[TASK GOAL]
Below are the records. State how many of their lines hold the word "roads", and add nothing else.

[GIVEN INFORMATION]
☆ ☆ ☆
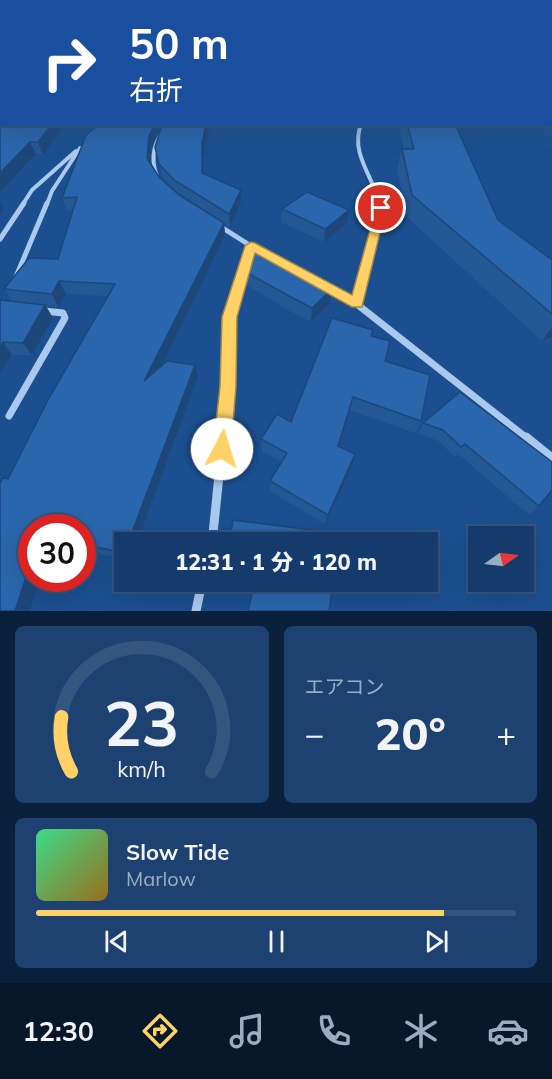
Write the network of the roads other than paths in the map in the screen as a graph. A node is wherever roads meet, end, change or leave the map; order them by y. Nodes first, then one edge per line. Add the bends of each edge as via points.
☆ ☆ ☆
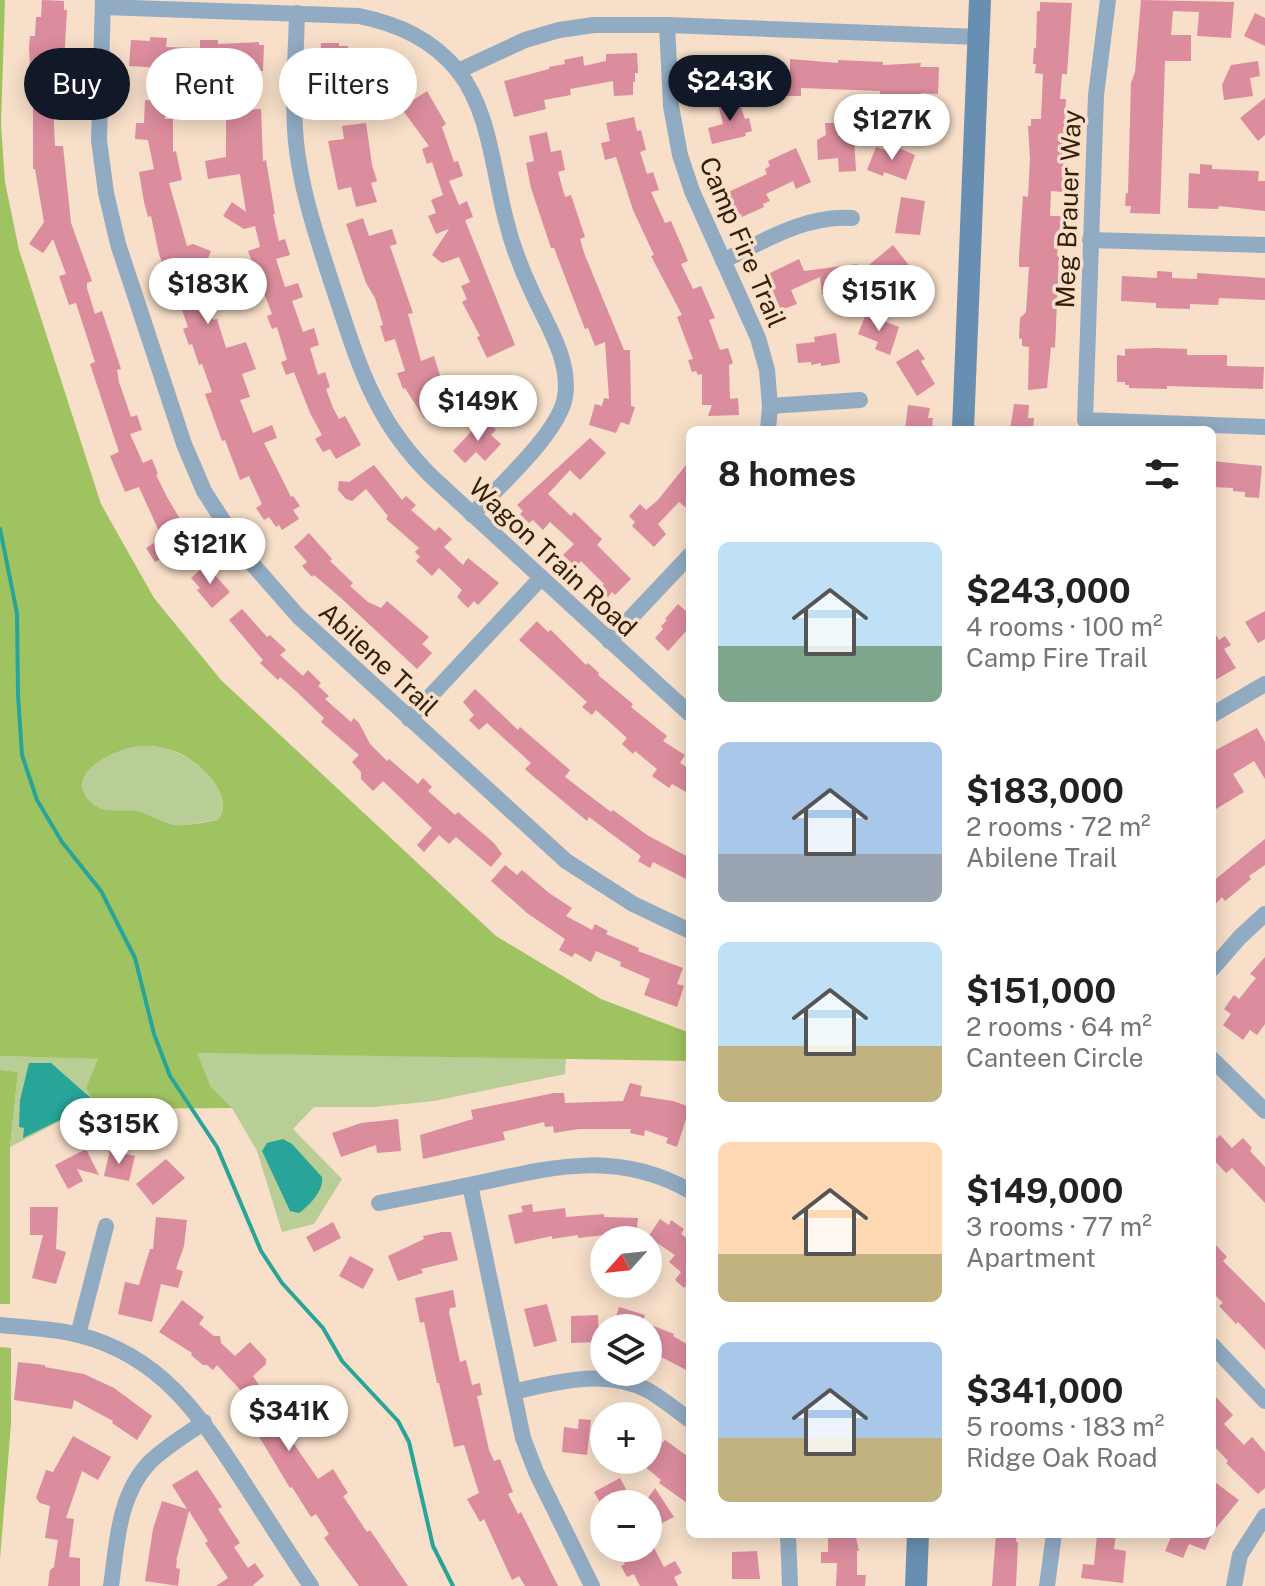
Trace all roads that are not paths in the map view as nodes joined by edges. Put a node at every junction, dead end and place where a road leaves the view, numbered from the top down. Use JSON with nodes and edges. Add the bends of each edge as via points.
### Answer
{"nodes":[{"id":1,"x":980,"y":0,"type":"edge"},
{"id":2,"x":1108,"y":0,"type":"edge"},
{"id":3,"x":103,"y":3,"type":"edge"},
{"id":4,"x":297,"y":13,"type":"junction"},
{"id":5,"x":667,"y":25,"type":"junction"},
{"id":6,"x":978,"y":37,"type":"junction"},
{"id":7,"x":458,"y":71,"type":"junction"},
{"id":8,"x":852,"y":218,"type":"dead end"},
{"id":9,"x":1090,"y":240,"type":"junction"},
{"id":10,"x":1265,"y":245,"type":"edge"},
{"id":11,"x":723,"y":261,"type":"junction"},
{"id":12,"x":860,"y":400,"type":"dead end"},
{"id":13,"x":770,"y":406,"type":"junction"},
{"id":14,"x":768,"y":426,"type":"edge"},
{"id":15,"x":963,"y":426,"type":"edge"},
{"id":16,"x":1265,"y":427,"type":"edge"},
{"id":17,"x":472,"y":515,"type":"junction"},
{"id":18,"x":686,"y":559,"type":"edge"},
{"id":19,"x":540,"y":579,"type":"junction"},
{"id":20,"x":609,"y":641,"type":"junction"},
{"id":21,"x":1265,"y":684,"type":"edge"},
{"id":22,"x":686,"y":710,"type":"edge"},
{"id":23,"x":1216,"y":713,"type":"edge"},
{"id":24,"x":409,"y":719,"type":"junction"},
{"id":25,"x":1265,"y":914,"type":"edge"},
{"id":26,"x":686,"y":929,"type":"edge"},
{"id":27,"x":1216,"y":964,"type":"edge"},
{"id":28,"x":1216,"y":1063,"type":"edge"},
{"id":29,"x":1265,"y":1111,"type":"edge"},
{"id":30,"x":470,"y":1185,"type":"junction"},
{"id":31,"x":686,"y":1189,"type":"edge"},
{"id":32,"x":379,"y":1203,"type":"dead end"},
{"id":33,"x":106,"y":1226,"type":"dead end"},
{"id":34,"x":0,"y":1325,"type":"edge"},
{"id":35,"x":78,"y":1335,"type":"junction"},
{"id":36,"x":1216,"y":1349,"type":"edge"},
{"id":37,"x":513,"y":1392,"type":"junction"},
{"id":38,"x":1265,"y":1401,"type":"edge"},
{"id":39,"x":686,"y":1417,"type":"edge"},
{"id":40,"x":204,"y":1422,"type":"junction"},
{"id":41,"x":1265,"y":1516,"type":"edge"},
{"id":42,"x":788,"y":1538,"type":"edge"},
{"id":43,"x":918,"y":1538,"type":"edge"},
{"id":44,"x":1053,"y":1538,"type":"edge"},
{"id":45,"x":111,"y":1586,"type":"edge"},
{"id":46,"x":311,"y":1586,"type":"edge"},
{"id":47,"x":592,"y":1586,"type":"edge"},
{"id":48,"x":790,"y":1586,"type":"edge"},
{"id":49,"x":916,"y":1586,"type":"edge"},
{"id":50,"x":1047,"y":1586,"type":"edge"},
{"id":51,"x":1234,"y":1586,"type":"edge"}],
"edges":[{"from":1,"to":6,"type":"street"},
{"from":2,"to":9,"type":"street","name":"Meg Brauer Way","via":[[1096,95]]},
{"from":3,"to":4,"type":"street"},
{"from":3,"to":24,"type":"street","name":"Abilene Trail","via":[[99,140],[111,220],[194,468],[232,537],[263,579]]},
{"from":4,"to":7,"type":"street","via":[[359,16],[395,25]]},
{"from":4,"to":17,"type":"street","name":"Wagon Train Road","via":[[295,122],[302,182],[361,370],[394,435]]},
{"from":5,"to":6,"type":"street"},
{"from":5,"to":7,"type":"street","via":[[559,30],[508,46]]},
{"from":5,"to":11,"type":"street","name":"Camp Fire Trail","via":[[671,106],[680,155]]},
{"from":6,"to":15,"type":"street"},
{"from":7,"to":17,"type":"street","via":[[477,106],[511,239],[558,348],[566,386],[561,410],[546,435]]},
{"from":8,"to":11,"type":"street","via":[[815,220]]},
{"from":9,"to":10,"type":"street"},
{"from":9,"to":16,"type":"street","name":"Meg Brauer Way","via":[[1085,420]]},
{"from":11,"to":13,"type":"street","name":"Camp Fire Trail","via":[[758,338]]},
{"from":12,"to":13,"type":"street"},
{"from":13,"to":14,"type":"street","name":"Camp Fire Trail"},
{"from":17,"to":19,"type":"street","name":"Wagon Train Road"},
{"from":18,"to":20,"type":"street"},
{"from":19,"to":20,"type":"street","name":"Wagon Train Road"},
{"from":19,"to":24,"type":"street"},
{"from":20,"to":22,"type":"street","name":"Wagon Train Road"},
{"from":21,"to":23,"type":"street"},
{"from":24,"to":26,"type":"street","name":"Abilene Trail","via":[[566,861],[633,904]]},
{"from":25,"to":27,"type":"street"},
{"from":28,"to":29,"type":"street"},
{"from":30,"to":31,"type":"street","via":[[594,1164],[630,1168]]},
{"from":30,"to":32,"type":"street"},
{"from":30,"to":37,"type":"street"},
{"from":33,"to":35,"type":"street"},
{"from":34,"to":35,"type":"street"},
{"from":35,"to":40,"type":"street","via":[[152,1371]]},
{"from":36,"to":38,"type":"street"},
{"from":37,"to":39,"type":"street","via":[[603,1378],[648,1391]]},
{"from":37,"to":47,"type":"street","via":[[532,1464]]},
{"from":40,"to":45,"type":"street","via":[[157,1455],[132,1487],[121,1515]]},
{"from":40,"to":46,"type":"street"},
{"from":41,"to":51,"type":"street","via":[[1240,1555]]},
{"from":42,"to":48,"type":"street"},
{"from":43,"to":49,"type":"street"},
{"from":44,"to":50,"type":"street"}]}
☆ ☆ ☆
[RESULT OF THIS EXERCISE]
2